Do acidente, ele herdou um leve coxear. Mas continuou sua rotina de trabalho até mesmo depois da aposentadoria. Valeriano morreu em setembro de 1986, aos 84 anos de idade, 55 dos quais esteve ao lado de Malfiza. Nesse tempo, transferiu aos filhos o proceder correto. Ela afirma que Lilo puxou ao pai. Apreciador de bailes, quando solteiro costumava frequentar o salão do seu Egídio, em Bombas, e era tratado como filho pelo proprietário, tal era o seu bom comportamento. Muitas noites, ele e o amigo João Dentista sequer voltavam a Porto Belo: Egídio e a esposa, Izinha, providenciavam abrigo para os dois. Na sede da Fundação de Cultura do município, por sinal instalada na residência que fora de Frederico Scheffler, um austero retrato de Valeriano Nunes recebe o visitante. O motivo de ele estar lá é que a Casa de Cultura foi batizada com seu nome, provavelmente em razão de um divertimento que, afinal, seu Lela cultivava: segundo se diz, ele era um entusiasta e hábil cantador de boi de mamão.

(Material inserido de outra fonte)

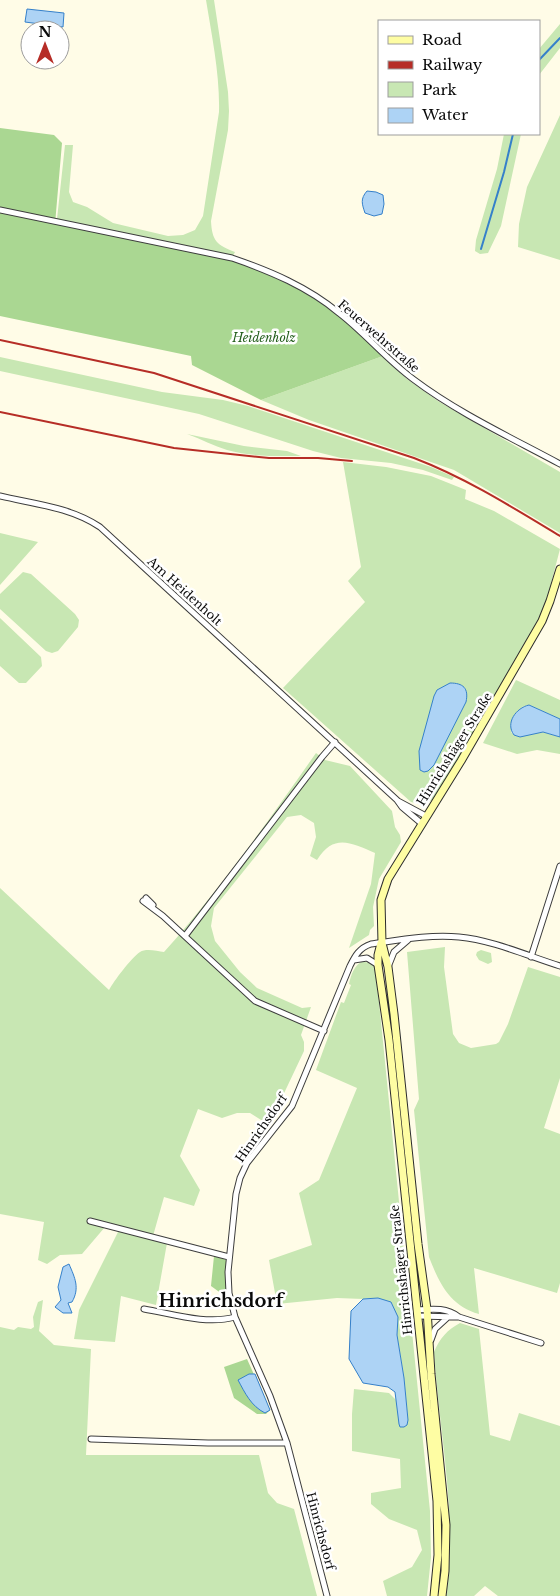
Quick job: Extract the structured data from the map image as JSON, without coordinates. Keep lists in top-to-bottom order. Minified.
{"streets":{"main road":["Hinrichshäger Straße"],"street":["Feuerwehrstraße","Am Heidenholt","Hinrichsdorf"]},"crossings":[["Am Heidenholt","Hinrichshäger Straße"],["Hinrichshäger Straße","Hinrichsdorf"]],"districts":["Hinrichsdorf"],"parks":["Heidenholz"],"legend":["Road","Railway","Park","Water"],"north":"top"}
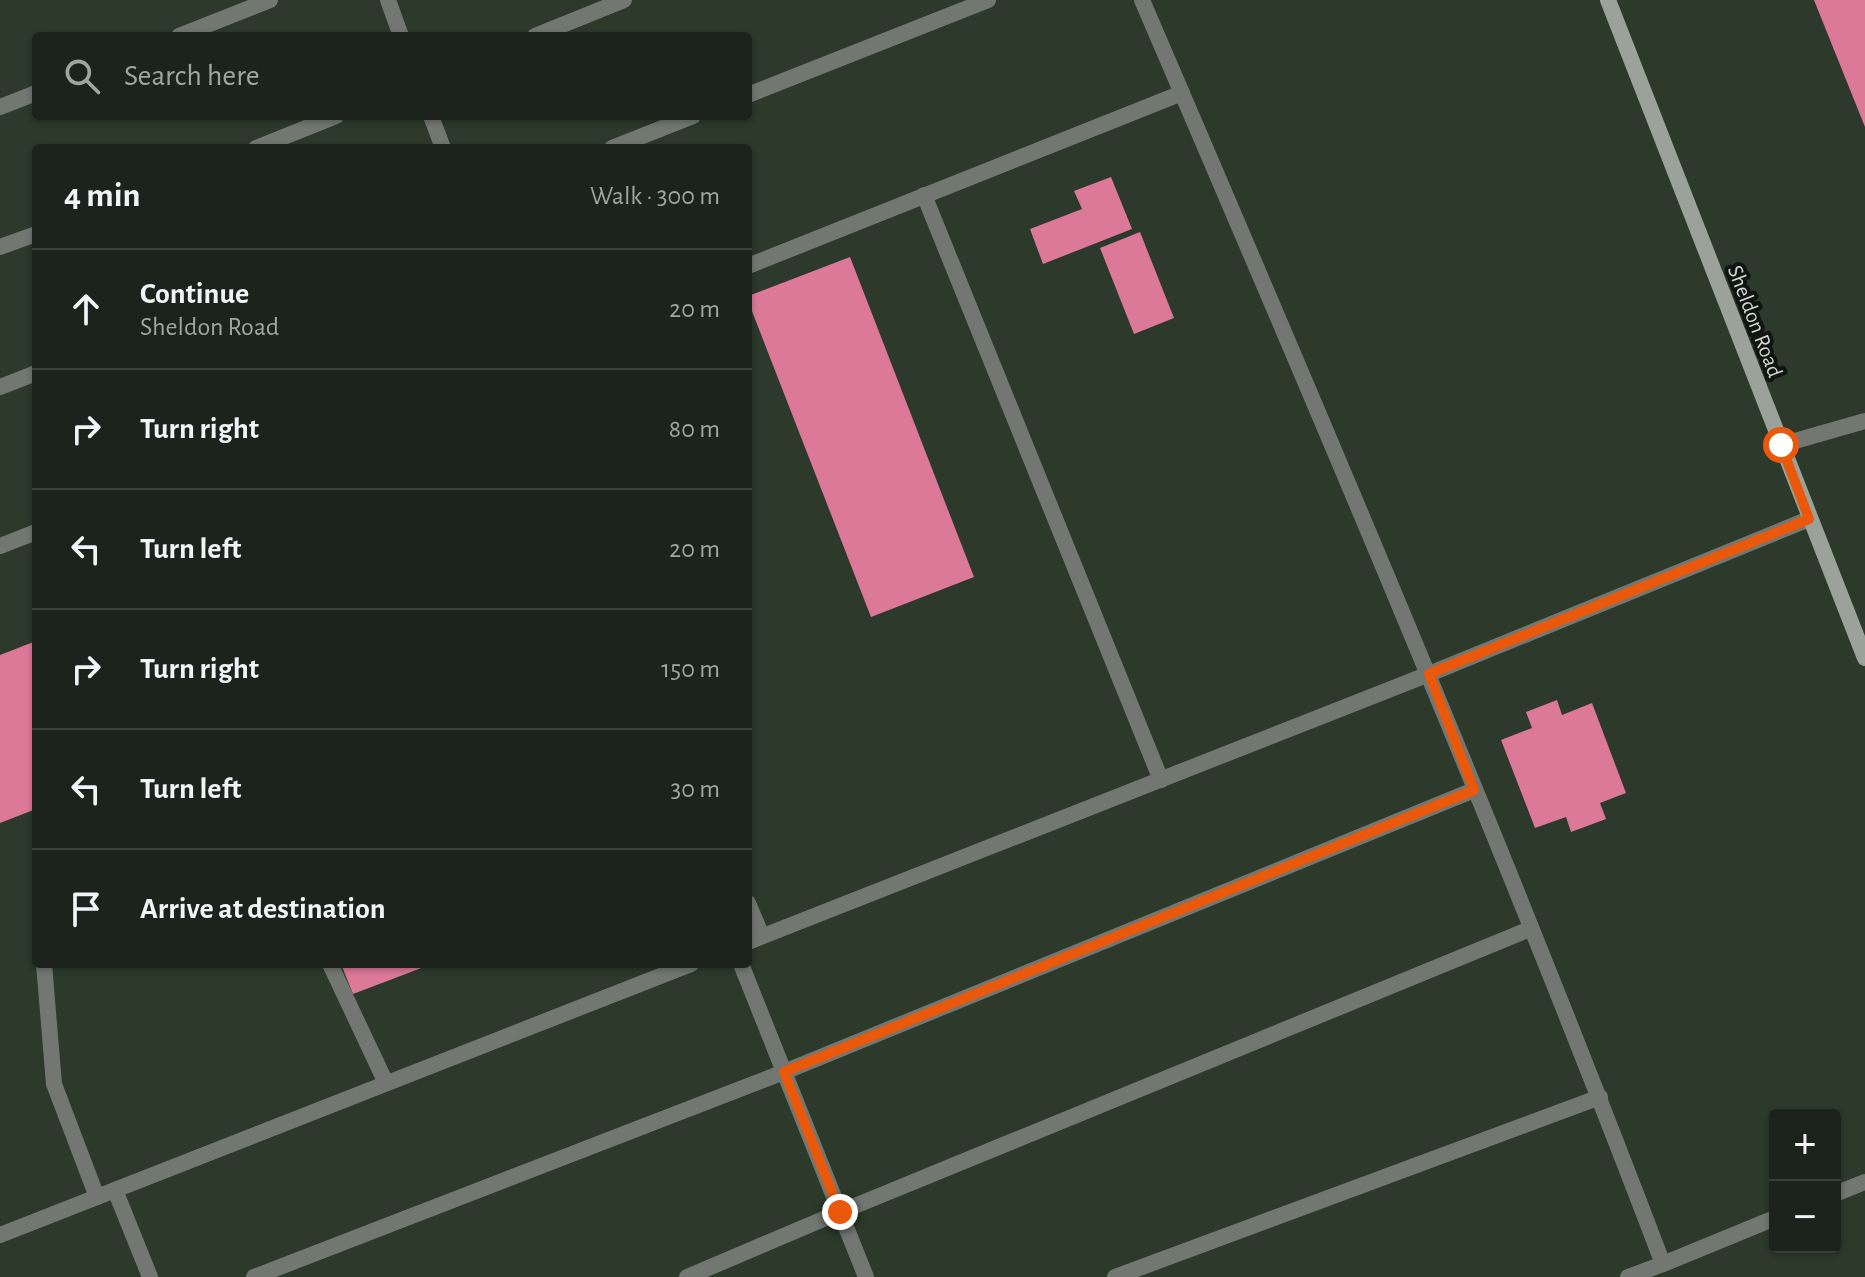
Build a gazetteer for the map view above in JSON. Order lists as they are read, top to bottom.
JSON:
{
  "streets": {
    "main road": ["Sheldon Road"]
  },
  "page": {
    "search": "Search here",
    "heading": ["4 min", "Walk · 300 m"],
    "list": [
      ["Continue", "Sheldon Road", "20 m"],
      ["Turn right", "80 m"],
      ["Turn left", "20 m"],
      ["Turn right", "150 m"],
      ["Turn left", "30 m"],
      "Arrive at destination"
    ],
    "map_buttons": ["+", "−"]
  }
}
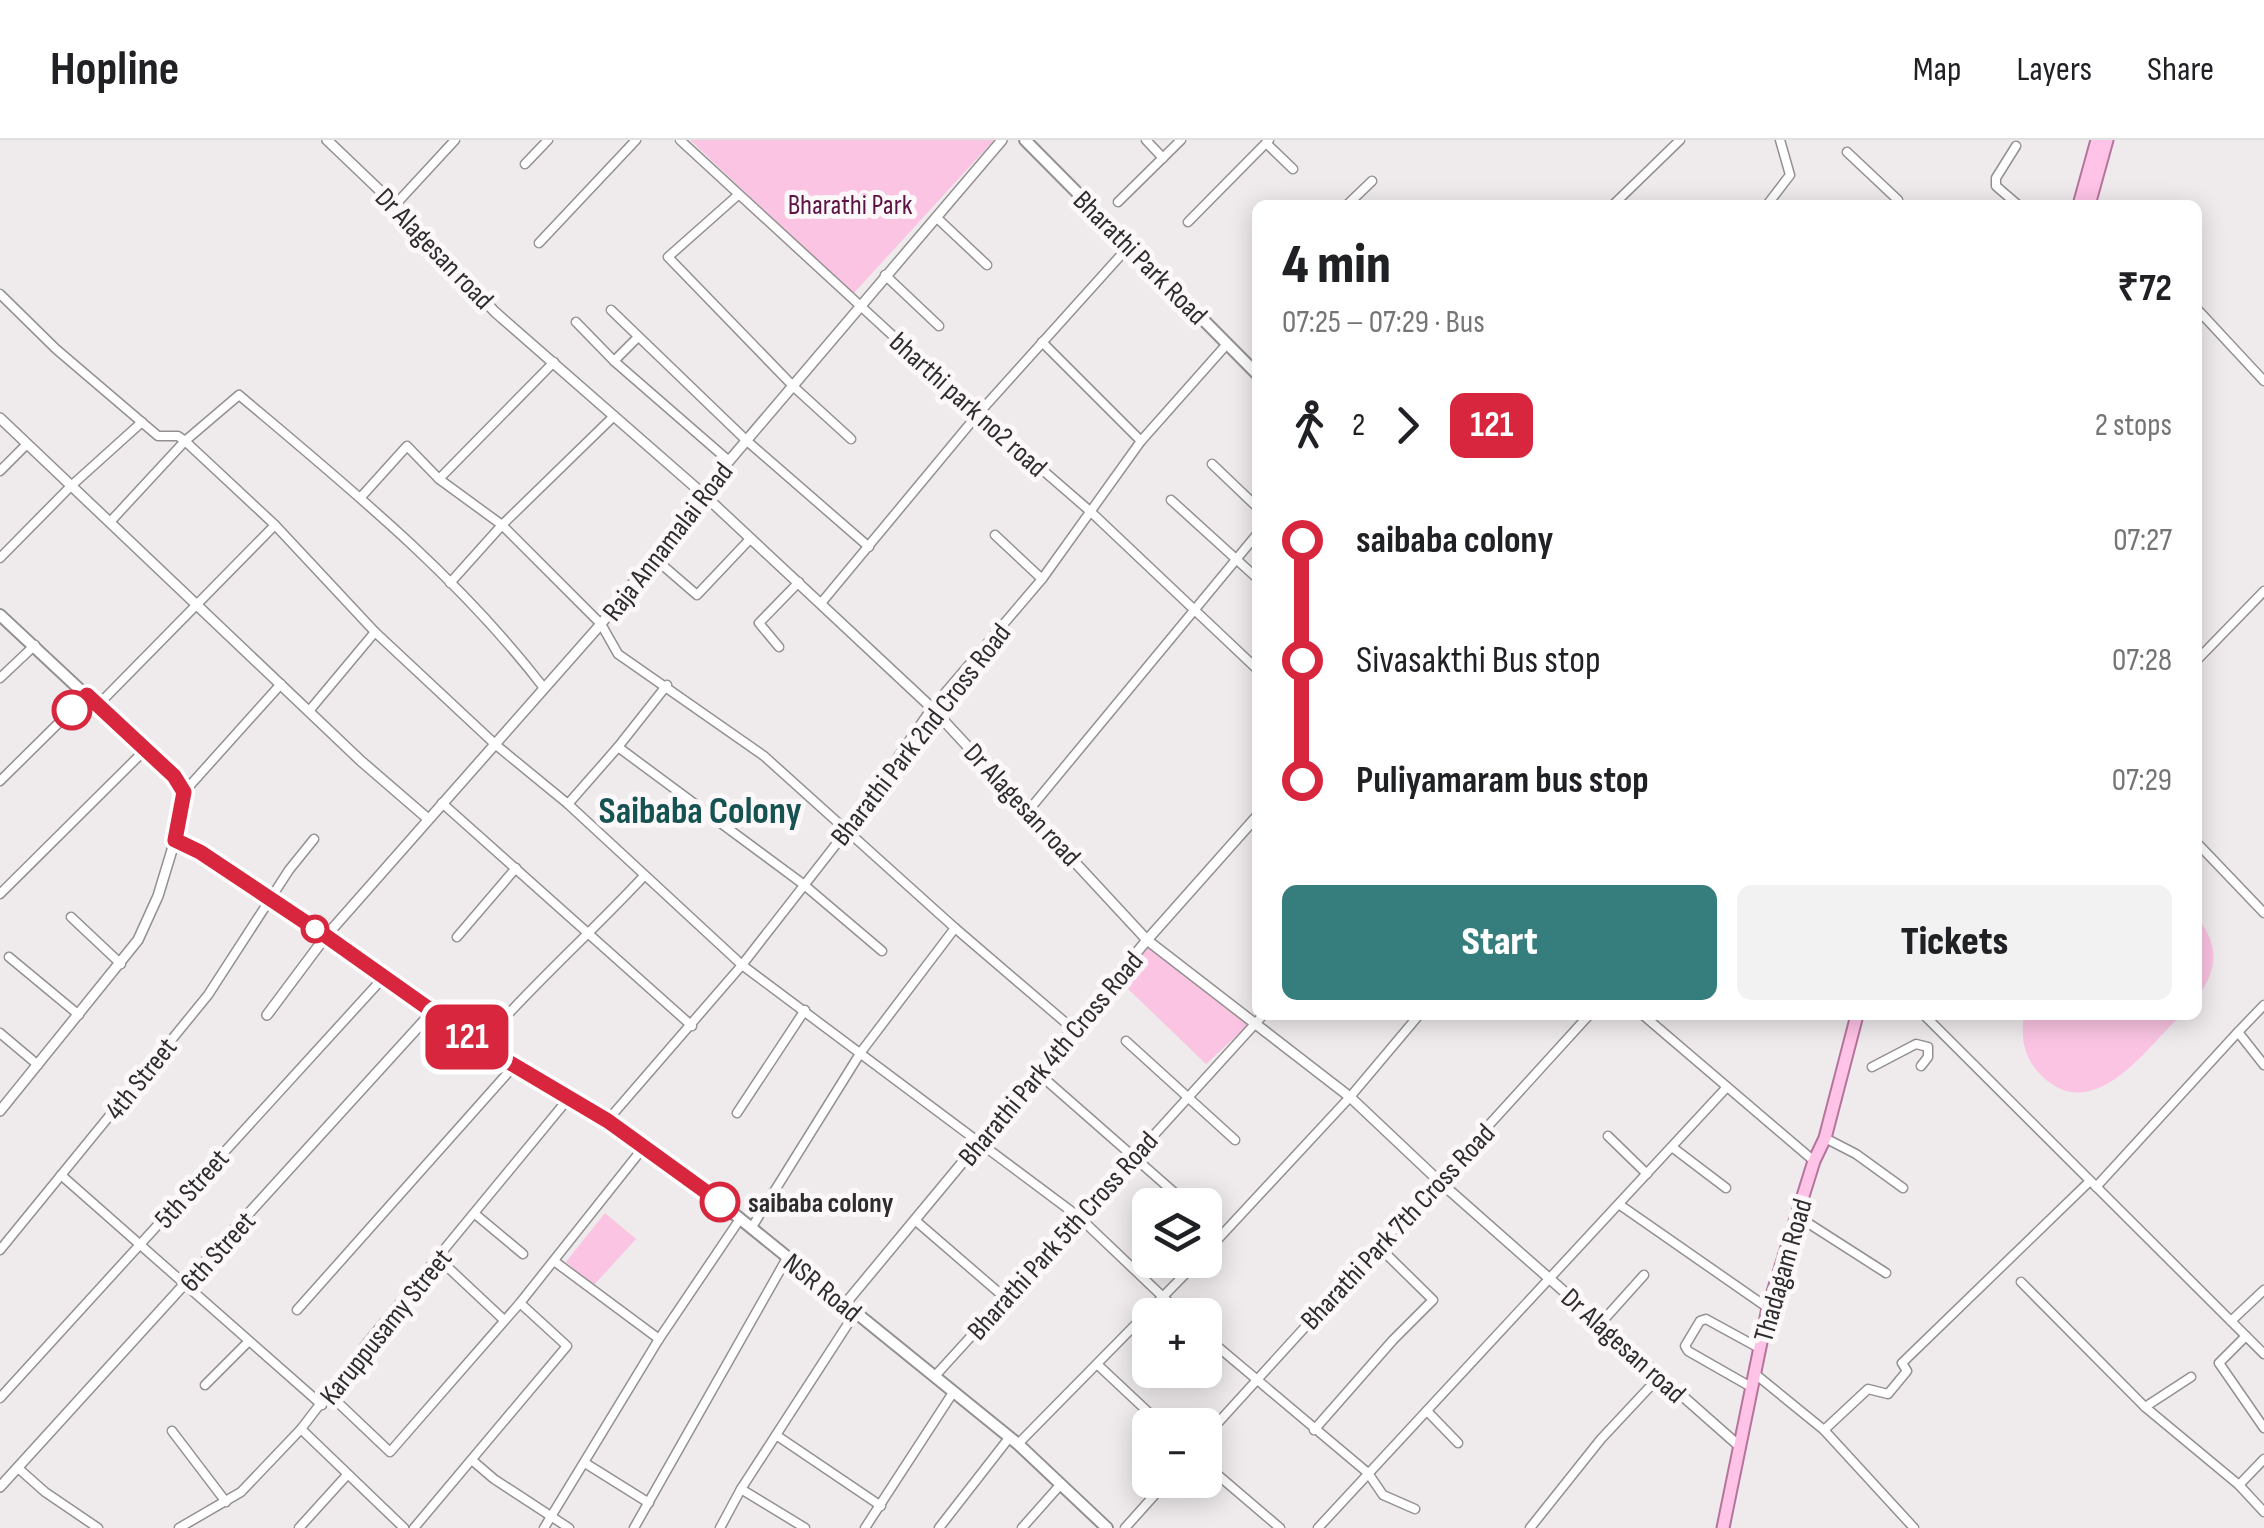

“Coisa melhor que tem é a educação, a pessoa saber respeitar os outros”, pondera dona Malfiza, recordando a criação dos filhos num tempo em que a brincadeira predominante era matar passarinho. “Hoje, não pode mais fazer isso”, ela ressalva. Também lembrou da mocidade de Sulamita, hoje com 80 anos de idade, que somente podia frequentar os bailes (havia dois salões na cidade, o Aliança e o Liberal) “sob escolta” de comadre Vininha e suas filhas. “A coisa hoje tá diferente”, observa – certamente com desgosto. Trata-se de um ônus de se viver tanto: constatar como as coisas mudam, quase ao ponto de não mais se reconhecer os caminhos que um dia foram tão habituais. Na verdade, dona Malfiza está confinada ao terreno seguro de sua casa, já não pode mais sair. Já não comanda seus passos (ressente-se de não poder servir um café ao trio que a entrevista), nem planta suas flores. Cercada pelo carinho da família que construiu, sabe mais do que ocorre do lado de fora pelo vai e vem de visitantes, que sempre estão à porta prestando-lhe tributos. Talvez seja essa atenção constante uma das razões de sua longevidade. Ao fim da conversa, após os agradecimentos e um último elogio à sua boa disposição, dona Malfiza replica com deliciada ironia: “Tomara que todos vocês cheguem também [aos cem anos]… para saber o que é a velhice”.
(*) Entrevista concedida em 06 de maio de 2016.